■ THE INPUT ■
----
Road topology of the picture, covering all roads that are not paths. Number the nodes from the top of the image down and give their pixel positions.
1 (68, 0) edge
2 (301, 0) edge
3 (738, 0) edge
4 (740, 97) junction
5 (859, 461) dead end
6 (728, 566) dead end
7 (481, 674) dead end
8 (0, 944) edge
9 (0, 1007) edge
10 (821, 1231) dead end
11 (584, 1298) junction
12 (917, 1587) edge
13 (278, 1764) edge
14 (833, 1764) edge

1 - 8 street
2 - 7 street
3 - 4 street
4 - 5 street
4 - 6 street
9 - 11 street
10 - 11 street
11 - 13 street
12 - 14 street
----
■ TASK PROMPT ■
Return a faithful copy of all the records above.

■ RESPONSE TO THIS EXERCISE ■
Road topology of the picture, covering all roads that are not paths. Number the nodes from the top of the image down and give their pixel positions.
1 (68, 0) edge
2 (301, 0) edge
3 (738, 0) edge
4 (740, 97) junction
5 (859, 461) dead end
6 (728, 566) dead end
7 (481, 674) dead end
8 (0, 944) edge
9 (0, 1007) edge
10 (821, 1231) dead end
11 (584, 1298) junction
12 (917, 1587) edge
13 (278, 1764) edge
14 (833, 1764) edge

1 - 8 street
2 - 7 street
3 - 4 street
4 - 5 street
4 - 6 street
9 - 11 street
10 - 11 street
11 - 13 street
12 - 14 street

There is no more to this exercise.